A ligação entre pais e filhos é eterna

O cordão umbilical permanece mesmo após o corte. Eles podem até estar longe dos olhos, mas sempre estarão dentro do coração

Era meio da manhã quando o Gabriel finalmente adormeceu nos braços do Eduardo depois de uma maratona de mamadas na madrugada. Lembro bem da cena: meu marido sentado no sofá com o nosso pequeno adormecido sobre seu peito. Eu estava exausta. “Você precisa sair um pouco, respirar ar fresco. Por que você não sai pra caminhar e pegar um solzinho? Eu fico aqui com ele. Qualquer coisa, eu te chamo”. Apesar do cansaço, era mesmo o que eu precisava naquele momento. Sair de casa, sair do mundo das fraldas e rosquinhas de pano protetoras de bico esfolado. Entendedoras entenderão!

A relação de pais e filhos se desenvolve com o tempo, mas essa corda nunca se desprende (Foto: iStock)

Desci. Caminhei aflita pela praça. Algo não me deixava relaxar. O pensamento havia ficado lá em cima com o meu filho. Uma volta completa e o telefone toca: “Sobe. Ele acordou, está chorando”. Minha escapada durou exatos dez minutos. Depois de não sei quantos dias, finalmente, sentia o vento no rosto, o calor do sol na pele… Uma mistura de alegria, frustração e culpa. Mesmo assim, voltei correndo pra amamentar a cria.
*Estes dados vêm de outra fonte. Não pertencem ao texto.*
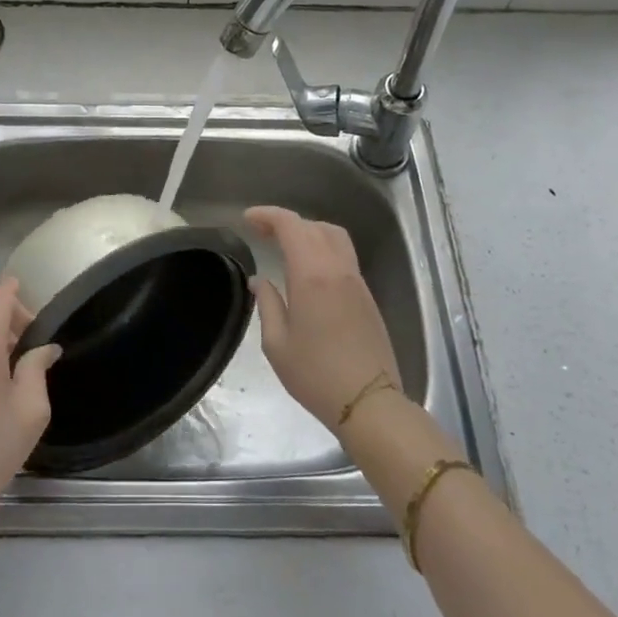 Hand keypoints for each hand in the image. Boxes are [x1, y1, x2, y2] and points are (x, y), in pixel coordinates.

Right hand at [244, 206, 401, 432]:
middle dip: (285, 222)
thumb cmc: (315, 375)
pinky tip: (308, 267)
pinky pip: (344, 255)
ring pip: (334, 236)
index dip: (268, 215)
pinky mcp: (367, 295)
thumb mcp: (277, 344)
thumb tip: (260, 281)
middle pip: (313, 226)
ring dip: (308, 231)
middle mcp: (337, 268)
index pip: (291, 225)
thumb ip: (267, 305)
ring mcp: (356, 280)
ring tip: (286, 244)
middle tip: (261, 232)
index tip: (248, 220)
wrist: (369, 401)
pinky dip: (323, 247)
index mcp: (312, 275) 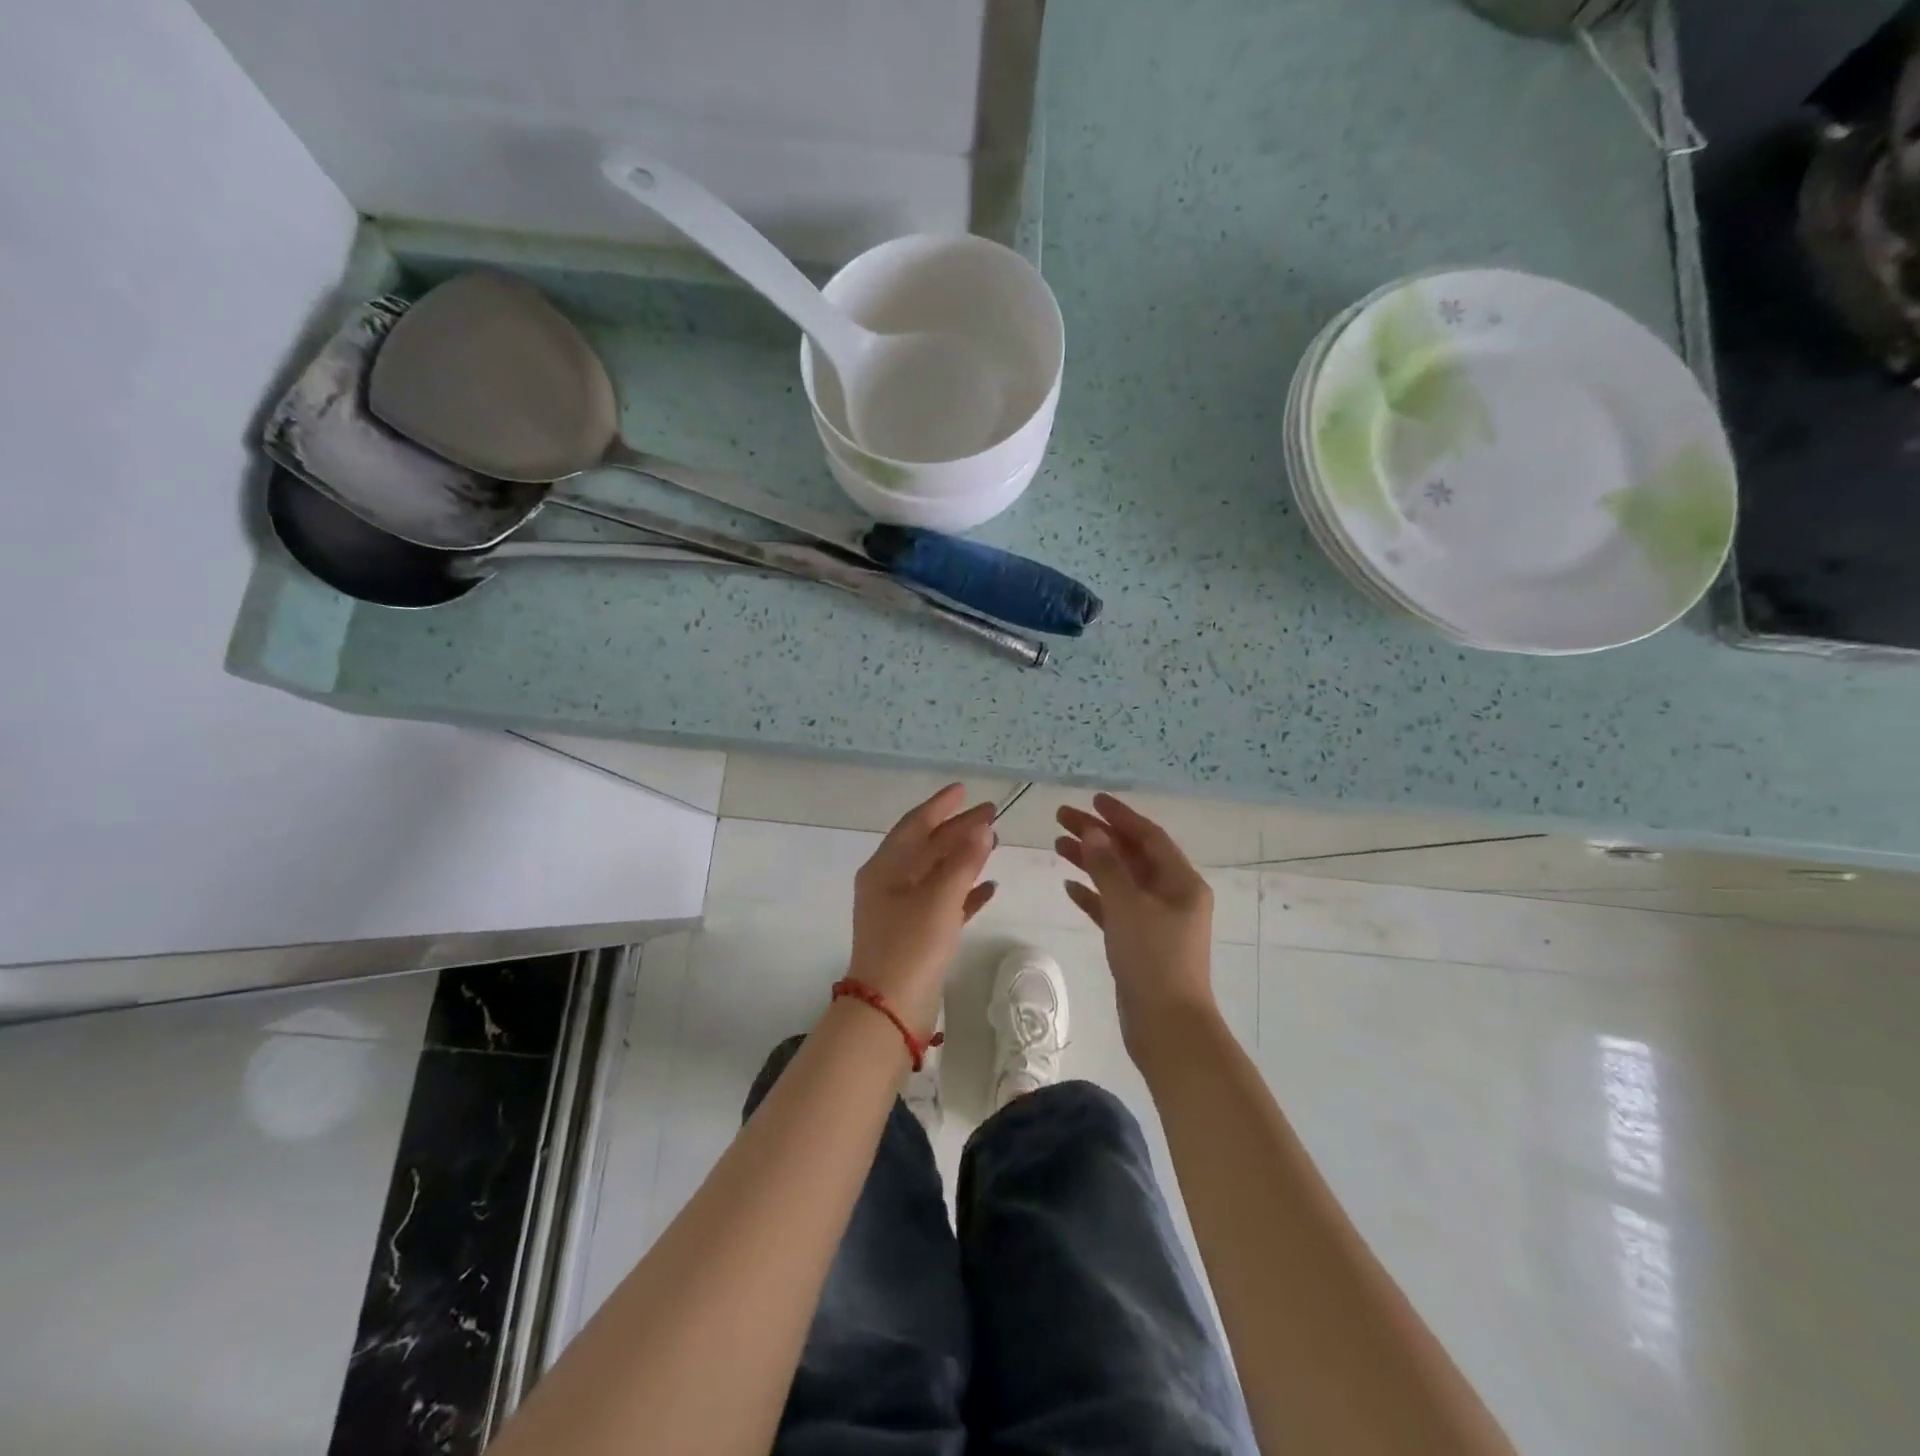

Aquele havia sido o primeiro pequeno momento longe do meu filho e eu não conseguia tirá-lo da cabeça. A segunda tentativa aconteceu mais tarde, quando o Gabriel já tinha 8 meses de vida. Eu voltaria a celebrar casamentos e o Edu ficaria cuidando dele. Tentei focar no trabalho. Na primeira cerimônia, tentei concentrar no texto e me desligar do resto do mundo por pelo menos quarenta minutos. Noivo, pais, padrinhos… Quando o pajem apareceu, eu desabei a chorar imaginando o meu Gabrielzinho ali, já andando, de gravatinha borboleta e tudo. Depois se casando, formando família e saindo de casa. Ai, como coração de mãe sofre… Calma, Geovanna, que você ainda tem alguns desafios pra enfrentar antes do altar!

Dizem que a adaptação escolar é mais difícil pros pais do que pros filhos. Eu concordo. Para o  Gabriel não foi tão fácil. Afinal, ele é um “filho da pandemia”. Mas eu achava que tiraria de letra, que iria aproveitar meu tempo livre pra fazer várias coisas das quais sentia saudade. O que eu fiz na primeira tarde que me mandaram voltar pra casa depois de deixá-lo na escolinha? Fiquei assistindo o Gabriel na tela do celular, acompanhando seus passos pelas câmeras do berçário. O meu próprio “BBBaby”.

Agora entendo porque minha mãe ainda me chama de Geovaninha e sempre pergunta se eu estou me alimentando bem. Só agora posso compreender alguns “nãos” que recebi do meu pai e porque ele fazia tanta questão de me levar e me buscar nos lugares até depois da minha adolescência. Definitivamente, a ligação entre pais e filhos é eterna. O instinto materno, ou paterno, nada mais é do que amor e cuidado. O cordão umbilical permanece mesmo após o corte.

A parentalidade é como soltar pipa. Nós queremos ver nossos filhos subindo com o vento, colorindo e alegrando o céu. Soltamos a linha pouco a pouco, nos acostumamos com a distância conquistada, admiramos suas piruetas ao longe, mas queremos que o carretel fique bem firme em nossas mãos para que possamos içá-los quando os ventos da vida não estiverem tão favoráveis. Ao menos, assim eles não perderão o caminho de volta pra casa.